TASK TO COMPLETE: Scan the entries below and state how many lines contain "hand". No other output.

[Opening MATERIALS PROVIDED section]

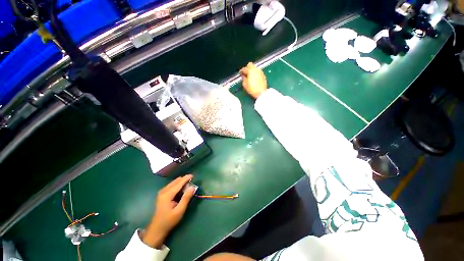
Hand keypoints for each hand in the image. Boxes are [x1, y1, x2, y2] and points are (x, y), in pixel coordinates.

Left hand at [143, 174, 195, 248]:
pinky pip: (171, 185)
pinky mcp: (162, 194)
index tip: (193, 175)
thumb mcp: (179, 211)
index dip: (186, 178)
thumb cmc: (169, 220)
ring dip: (181, 183)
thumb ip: (186, 198)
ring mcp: (161, 192)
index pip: (179, 183)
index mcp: (167, 194)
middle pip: (176, 181)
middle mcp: (163, 191)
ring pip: (174, 182)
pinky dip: (177, 185)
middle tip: (191, 184)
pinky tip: (181, 190)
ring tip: (187, 187)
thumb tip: (192, 187)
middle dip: (184, 180)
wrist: (157, 228)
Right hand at [240, 62, 267, 98]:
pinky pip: (258, 71)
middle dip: (247, 68)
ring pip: (254, 67)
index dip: (241, 71)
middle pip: (250, 64)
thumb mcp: (245, 85)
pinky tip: (254, 77)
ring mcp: (260, 71)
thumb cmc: (252, 89)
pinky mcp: (263, 75)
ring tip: (249, 76)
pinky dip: (255, 73)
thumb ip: (243, 79)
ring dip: (251, 70)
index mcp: (250, 71)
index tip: (240, 74)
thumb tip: (243, 76)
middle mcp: (255, 69)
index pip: (244, 68)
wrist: (262, 93)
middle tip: (245, 73)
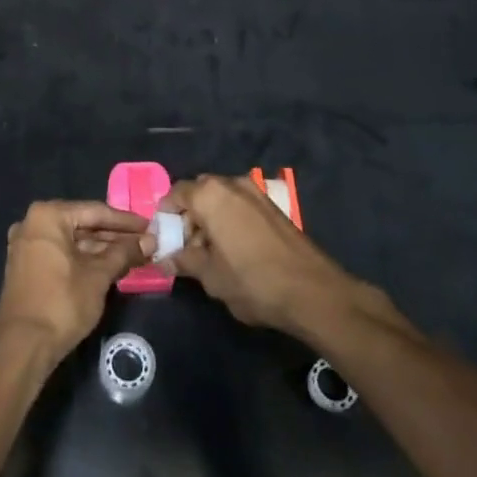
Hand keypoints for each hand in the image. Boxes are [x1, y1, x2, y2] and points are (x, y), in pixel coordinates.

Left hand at [0, 201, 153, 361]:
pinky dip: (84, 259)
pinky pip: (61, 253)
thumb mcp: (98, 276)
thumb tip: (150, 241)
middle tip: (145, 243)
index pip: (95, 211)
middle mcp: (32, 223)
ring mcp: (27, 245)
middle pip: (83, 224)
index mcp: (48, 216)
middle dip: (115, 236)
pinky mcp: (26, 265)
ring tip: (133, 256)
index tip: (150, 226)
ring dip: (101, 249)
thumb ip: (124, 253)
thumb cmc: (62, 303)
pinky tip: (109, 267)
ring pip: (72, 241)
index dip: (126, 221)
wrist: (22, 346)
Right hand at [162, 174, 383, 340]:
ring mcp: (255, 193)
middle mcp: (231, 184)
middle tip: (185, 248)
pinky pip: (239, 206)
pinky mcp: (273, 207)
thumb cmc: (252, 281)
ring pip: (220, 199)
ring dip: (209, 220)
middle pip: (198, 193)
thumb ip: (184, 261)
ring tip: (209, 254)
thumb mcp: (210, 276)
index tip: (162, 239)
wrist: (313, 292)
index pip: (175, 193)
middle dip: (188, 217)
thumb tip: (162, 259)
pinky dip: (229, 221)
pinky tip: (232, 251)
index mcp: (210, 195)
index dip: (165, 216)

[Closing MATERIALS PROVIDED section]

OUTPUT FOR THIS TASK: 6